* **Extracted data**
=== Begin Enclosure ===

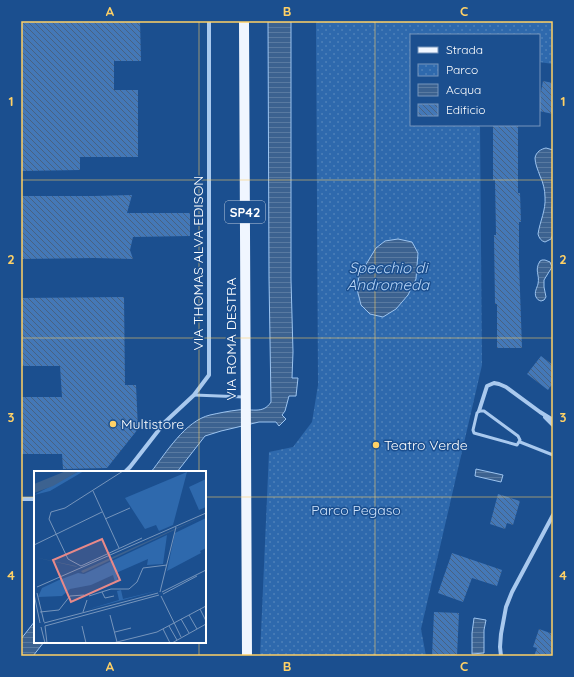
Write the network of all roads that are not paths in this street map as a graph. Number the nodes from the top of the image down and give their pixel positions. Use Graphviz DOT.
graph roads {
  1 [pos="209,21"];
  2 [pos="244,21"];
  3 [pos="194,395"];
  4 [pos="246,400"];
  5 [pos="479,411"];
  6 [pos="540,412"];
  7 [pos="553,420"];
  8 [pos="553,425"];
  9 [pos="520,442"];
  10 [pos="553,455"];
  11 [pos="126,471"];
  12 [pos="21,499"];
  13 [pos="34,499"];
  14 [pos="553,515"];
  15 [pos="247,656"];
  16 [pos="501,656"];
  1 -- 3 [label="street, VIA THOMAS ALVA EDISON"];
  2 -- 4 [label="main road, VIA ROMA DESTRA / SP42"];
  3 -- 4 [label="lane"];
  3 -- 11 [label="street, VIA THOMAS ALVA EDISON"];
  4 -- 15 [label="main road, VIA ROMA DESTRA / SP42"];
  5 -- 6 [label="street"];
  5 -- 9 [label="lane"];
  5 -- 9 [label="lane"];
  6 -- 7 [label="street"];
  6 -- 8 [label="street"];
  9 -- 10 [label="lane"];
  12 -- 13 [label="street"];
  14 -- 16 [label="street"];
}
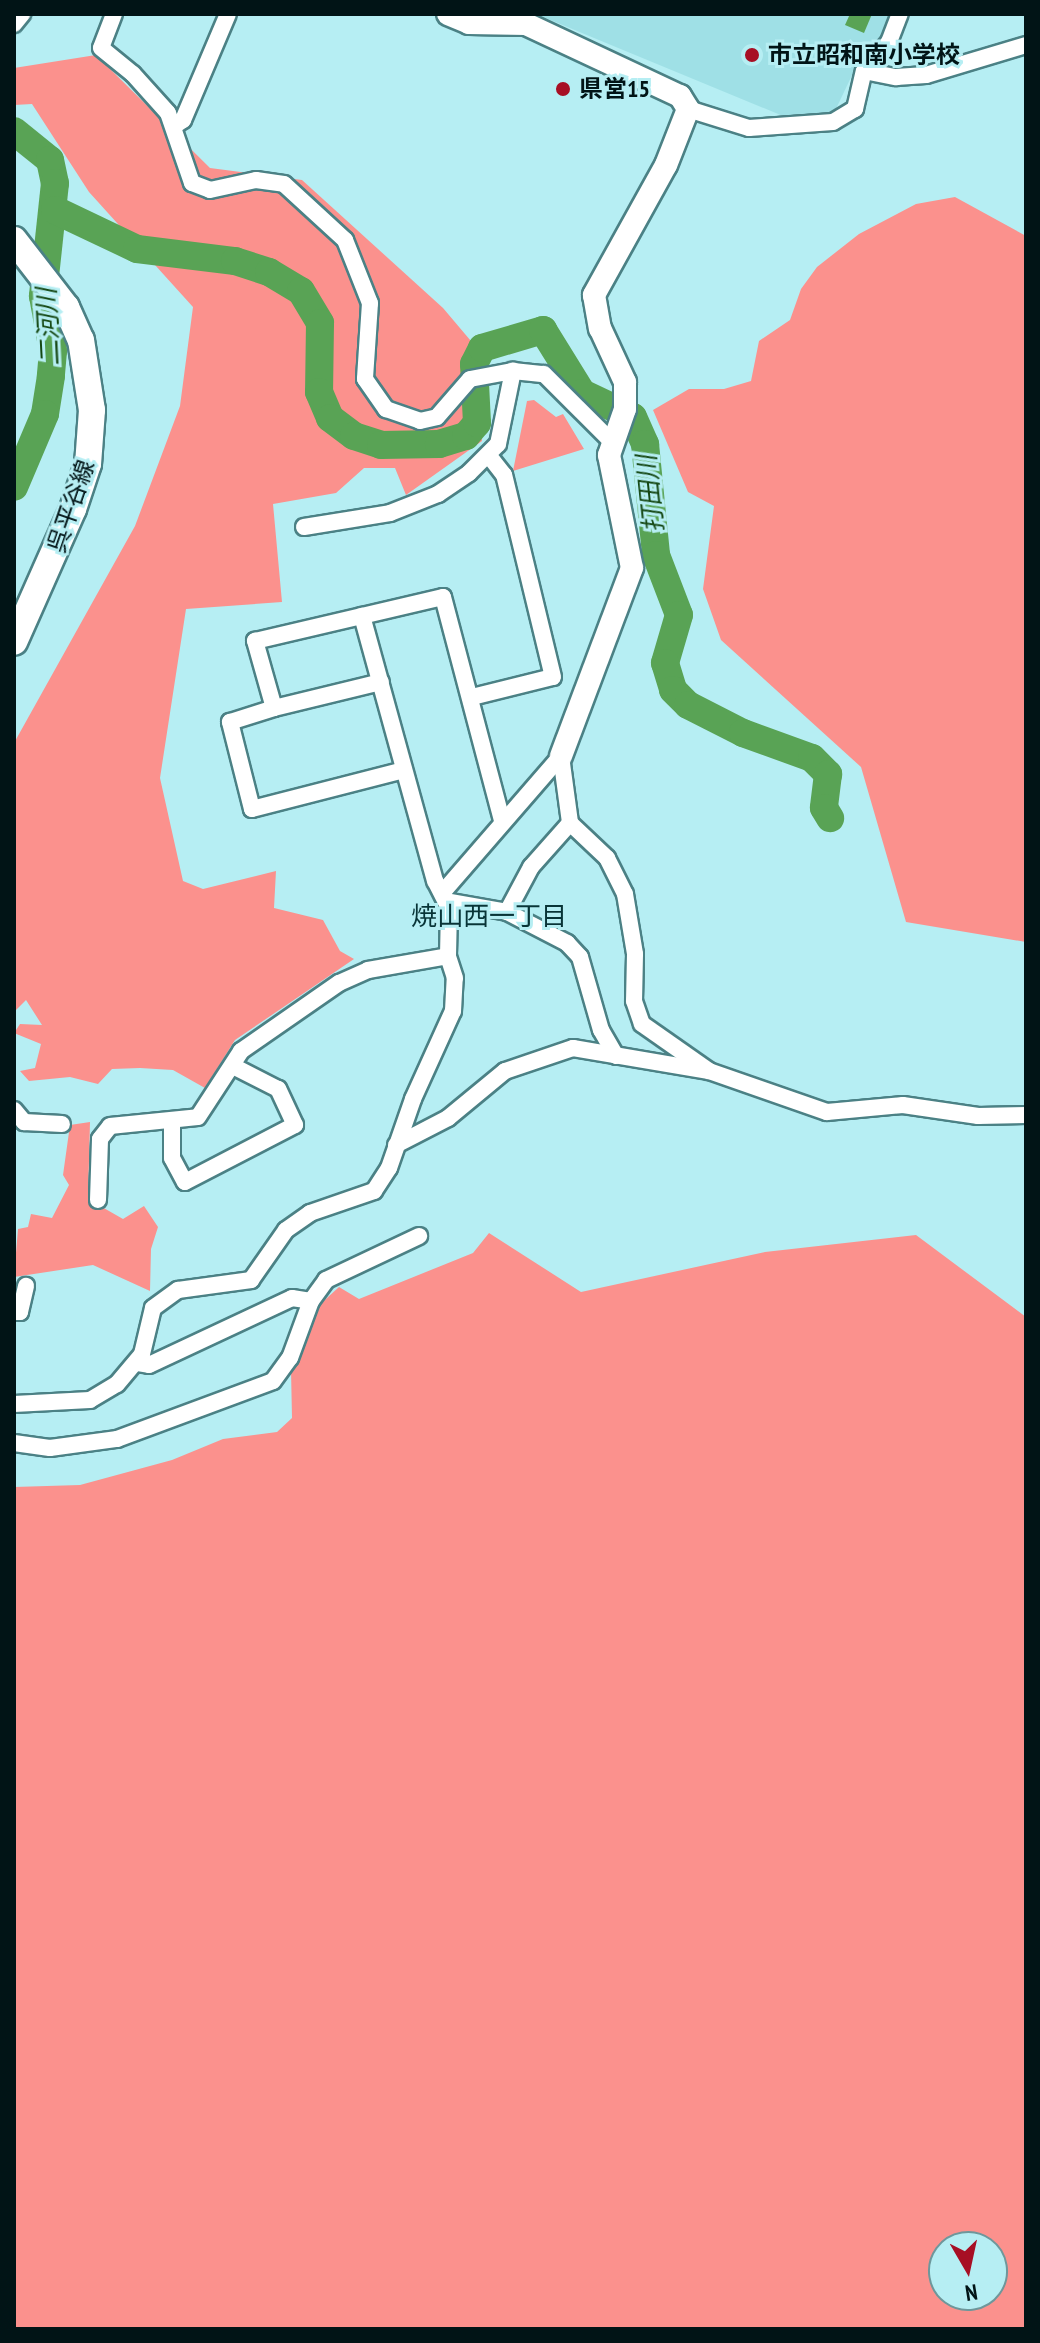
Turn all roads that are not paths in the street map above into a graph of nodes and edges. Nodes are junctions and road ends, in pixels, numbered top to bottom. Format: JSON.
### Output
{"nodes":[{"id":1,"x":22,"y":14,"type":"edge"},
{"id":2,"x":114,"y":14,"type":"edge"},
{"id":3,"x":228,"y":14,"type":"edge"},
{"id":4,"x":900,"y":14,"type":"edge"},
{"id":5,"x":464,"y":17,"type":"edge"},
{"id":6,"x":14,"y":24,"type":"edge"},
{"id":7,"x":1026,"y":45,"type":"edge"},
{"id":8,"x":864,"y":71,"type":"junction"},
{"id":9,"x":688,"y":109,"type":"junction"},
{"id":10,"x":174,"y":126,"type":"junction"},
{"id":11,"x":14,"y":240,"type":"edge"},
{"id":12,"x":513,"y":371,"type":"junction"},
{"id":13,"x":618,"y":423,"type":"junction"},
{"id":14,"x":490,"y":457,"type":"junction"},
{"id":15,"x":304,"y":527,"type":"dead end"},
{"id":16,"x":362,"y":616,"type":"junction"},
{"id":17,"x":14,"y":642,"type":"edge"},
{"id":18,"x":381,"y":682,"type":"junction"},
{"id":19,"x":472,"y":697,"type":"junction"},
{"id":20,"x":274,"y":708,"type":"junction"},
{"id":21,"x":561,"y":756,"type":"junction"},
{"id":22,"x":404,"y":770,"type":"junction"},
{"id":23,"x":502,"y":820,"type":"junction"},
{"id":24,"x":570,"y":823,"type":"junction"},
{"id":25,"x":444,"y":897,"type":"junction"},
{"id":26,"x":507,"y":912,"type":"junction"},
{"id":27,"x":448,"y":956,"type":"junction"},
{"id":28,"x":616,"y":1056,"type":"junction"},
{"id":29,"x":233,"y":1066,"type":"junction"},
{"id":30,"x":709,"y":1071,"type":"junction"},
{"id":31,"x":14,"y":1110,"type":"edge"},
{"id":32,"x":1026,"y":1115,"type":"edge"},
{"id":33,"x":172,"y":1123,"type":"junction"},
{"id":34,"x":62,"y":1124,"type":"dead end"},
{"id":35,"x":396,"y":1145,"type":"junction"},
{"id":36,"x":98,"y":1200,"type":"dead end"},
{"id":37,"x":419,"y":1236,"type":"dead end"},
{"id":38,"x":26,"y":1286,"type":"dead end"},
{"id":39,"x":311,"y":1301,"type":"junction"},
{"id":40,"x":14,"y":1312,"type":"edge"},
{"id":41,"x":138,"y":1363,"type":"junction"},
{"id":42,"x":14,"y":1404,"type":"edge"},
{"id":43,"x":14,"y":1443,"type":"edge"}],
"edges":[{"from":1,"to":6,"type":"street"},
{"from":2,"to":10,"type":"street"},
{"from":3,"to":10,"type":"street"},
{"from":4,"to":8,"type":"street"},
{"from":5,"to":9,"type":"street"},
{"from":7,"to":8,"type":"street"},
{"from":8,"to":9,"type":"street"},
{"from":9,"to":13,"type":"street"},
{"from":10,"to":12,"type":"street"},
{"from":11,"to":17,"type":"main road","name":"呉平谷線"},
{"from":12,"to":13,"type":"street"},
{"from":12,"to":14,"type":"street"},
{"from":13,"to":21,"type":"street"},
{"from":14,"to":15,"type":"street"},
{"from":14,"to":19,"type":"street"},
{"from":16,"to":18,"type":"street"},
{"from":16,"to":19,"type":"street"},
{"from":16,"to":20,"type":"street"},
{"from":18,"to":20,"type":"street"},
{"from":18,"to":22,"type":"street"},
{"from":19,"to":23,"type":"street"},
{"from":20,"to":22,"type":"street"},
{"from":21,"to":23,"type":"street"},
{"from":21,"to":24,"type":"street"},
{"from":22,"to":25,"type":"street"},
{"from":23,"to":25,"type":"street"},
{"from":24,"to":26,"type":"street"},
{"from":24,"to":30,"type":"street"},
{"from":25,"to":26,"type":"street"},
{"from":25,"to":27,"type":"street"},
{"from":26,"to":28,"type":"street"},
{"from":27,"to":29,"type":"street"},
{"from":27,"to":35,"type":"street"},
{"from":28,"to":30,"type":"street"},
{"from":28,"to":35,"type":"street"},
{"from":29,"to":33,"type":"street"},
{"from":29,"to":33,"type":"street"},
{"from":30,"to":32,"type":"street"},
{"from":31,"to":34,"type":"street"},
{"from":33,"to":36,"type":"street"},
{"from":35,"to":41,"type":"street"},
{"from":37,"to":39,"type":"street"},
{"from":38,"to":40,"type":"street"},
{"from":39,"to":41,"type":"street"},
{"from":39,"to":43,"type":"street"},
{"from":41,"to":42,"type":"street"}]}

=== End Enclosure ===

* **Try it**
Transcribe the records above exactly, skipping pictures.

* **Task response**
Write the network of all roads that are not paths in this street map as a graph. Number the nodes from the top of the image down and give their pixel positions. Use Graphviz DOT.
graph roads {
  1 [pos="209,21"];
  2 [pos="244,21"];
  3 [pos="194,395"];
  4 [pos="246,400"];
  5 [pos="479,411"];
  6 [pos="540,412"];
  7 [pos="553,420"];
  8 [pos="553,425"];
  9 [pos="520,442"];
  10 [pos="553,455"];
  11 [pos="126,471"];
  12 [pos="21,499"];
  13 [pos="34,499"];
  14 [pos="553,515"];
  15 [pos="247,656"];
  16 [pos="501,656"];
  1 -- 3 [label="street, VIA THOMAS ALVA EDISON"];
  2 -- 4 [label="main road, VIA ROMA DESTRA / SP42"];
  3 -- 4 [label="lane"];
  3 -- 11 [label="street, VIA THOMAS ALVA EDISON"];
  4 -- 15 [label="main road, VIA ROMA DESTRA / SP42"];
  5 -- 6 [label="street"];
  5 -- 9 [label="lane"];
  5 -- 9 [label="lane"];
  6 -- 7 [label="street"];
  6 -- 8 [label="street"];
  9 -- 10 [label="lane"];
  12 -- 13 [label="street"];
  14 -- 16 [label="street"];
}
Turn all roads that are not paths in the street map above into a graph of nodes and edges. Nodes are junctions and road ends, in pixels, numbered top to bottom. Format: JSON.
### Output
{"nodes":[{"id":1,"x":22,"y":14,"type":"edge"},
{"id":2,"x":114,"y":14,"type":"edge"},
{"id":3,"x":228,"y":14,"type":"edge"},
{"id":4,"x":900,"y":14,"type":"edge"},
{"id":5,"x":464,"y":17,"type":"edge"},
{"id":6,"x":14,"y":24,"type":"edge"},
{"id":7,"x":1026,"y":45,"type":"edge"},
{"id":8,"x":864,"y":71,"type":"junction"},
{"id":9,"x":688,"y":109,"type":"junction"},
{"id":10,"x":174,"y":126,"type":"junction"},
{"id":11,"x":14,"y":240,"type":"edge"},
{"id":12,"x":513,"y":371,"type":"junction"},
{"id":13,"x":618,"y":423,"type":"junction"},
{"id":14,"x":490,"y":457,"type":"junction"},
{"id":15,"x":304,"y":527,"type":"dead end"},
{"id":16,"x":362,"y":616,"type":"junction"},
{"id":17,"x":14,"y":642,"type":"edge"},
{"id":18,"x":381,"y":682,"type":"junction"},
{"id":19,"x":472,"y":697,"type":"junction"},
{"id":20,"x":274,"y":708,"type":"junction"},
{"id":21,"x":561,"y":756,"type":"junction"},
{"id":22,"x":404,"y":770,"type":"junction"},
{"id":23,"x":502,"y":820,"type":"junction"},
{"id":24,"x":570,"y":823,"type":"junction"},
{"id":25,"x":444,"y":897,"type":"junction"},
{"id":26,"x":507,"y":912,"type":"junction"},
{"id":27,"x":448,"y":956,"type":"junction"},
{"id":28,"x":616,"y":1056,"type":"junction"},
{"id":29,"x":233,"y":1066,"type":"junction"},
{"id":30,"x":709,"y":1071,"type":"junction"},
{"id":31,"x":14,"y":1110,"type":"edge"},
{"id":32,"x":1026,"y":1115,"type":"edge"},
{"id":33,"x":172,"y":1123,"type":"junction"},
{"id":34,"x":62,"y":1124,"type":"dead end"},
{"id":35,"x":396,"y":1145,"type":"junction"},
{"id":36,"x":98,"y":1200,"type":"dead end"},
{"id":37,"x":419,"y":1236,"type":"dead end"},
{"id":38,"x":26,"y":1286,"type":"dead end"},
{"id":39,"x":311,"y":1301,"type":"junction"},
{"id":40,"x":14,"y":1312,"type":"edge"},
{"id":41,"x":138,"y":1363,"type":"junction"},
{"id":42,"x":14,"y":1404,"type":"edge"},
{"id":43,"x":14,"y":1443,"type":"edge"}],
"edges":[{"from":1,"to":6,"type":"street"},
{"from":2,"to":10,"type":"street"},
{"from":3,"to":10,"type":"street"},
{"from":4,"to":8,"type":"street"},
{"from":5,"to":9,"type":"street"},
{"from":7,"to":8,"type":"street"},
{"from":8,"to":9,"type":"street"},
{"from":9,"to":13,"type":"street"},
{"from":10,"to":12,"type":"street"},
{"from":11,"to":17,"type":"main road","name":"呉平谷線"},
{"from":12,"to":13,"type":"street"},
{"from":12,"to":14,"type":"street"},
{"from":13,"to":21,"type":"street"},
{"from":14,"to":15,"type":"street"},
{"from":14,"to":19,"type":"street"},
{"from":16,"to":18,"type":"street"},
{"from":16,"to":19,"type":"street"},
{"from":16,"to":20,"type":"street"},
{"from":18,"to":20,"type":"street"},
{"from":18,"to":22,"type":"street"},
{"from":19,"to":23,"type":"street"},
{"from":20,"to":22,"type":"street"},
{"from":21,"to":23,"type":"street"},
{"from":21,"to":24,"type":"street"},
{"from":22,"to":25,"type":"street"},
{"from":23,"to":25,"type":"street"},
{"from":24,"to":26,"type":"street"},
{"from":24,"to":30,"type":"street"},
{"from":25,"to":26,"type":"street"},
{"from":25,"to":27,"type":"street"},
{"from":26,"to":28,"type":"street"},
{"from":27,"to":29,"type":"street"},
{"from":27,"to":35,"type":"street"},
{"from":28,"to":30,"type":"street"},
{"from":28,"to":35,"type":"street"},
{"from":29,"to":33,"type":"street"},
{"from":29,"to":33,"type":"street"},
{"from":30,"to":32,"type":"street"},
{"from":31,"to":34,"type":"street"},
{"from":33,"to":36,"type":"street"},
{"from":35,"to":41,"type":"street"},
{"from":37,"to":39,"type":"street"},
{"from":38,"to":40,"type":"street"},
{"from":39,"to":41,"type":"street"},
{"from":39,"to":43,"type":"street"},
{"from":41,"to":42,"type":"street"}]}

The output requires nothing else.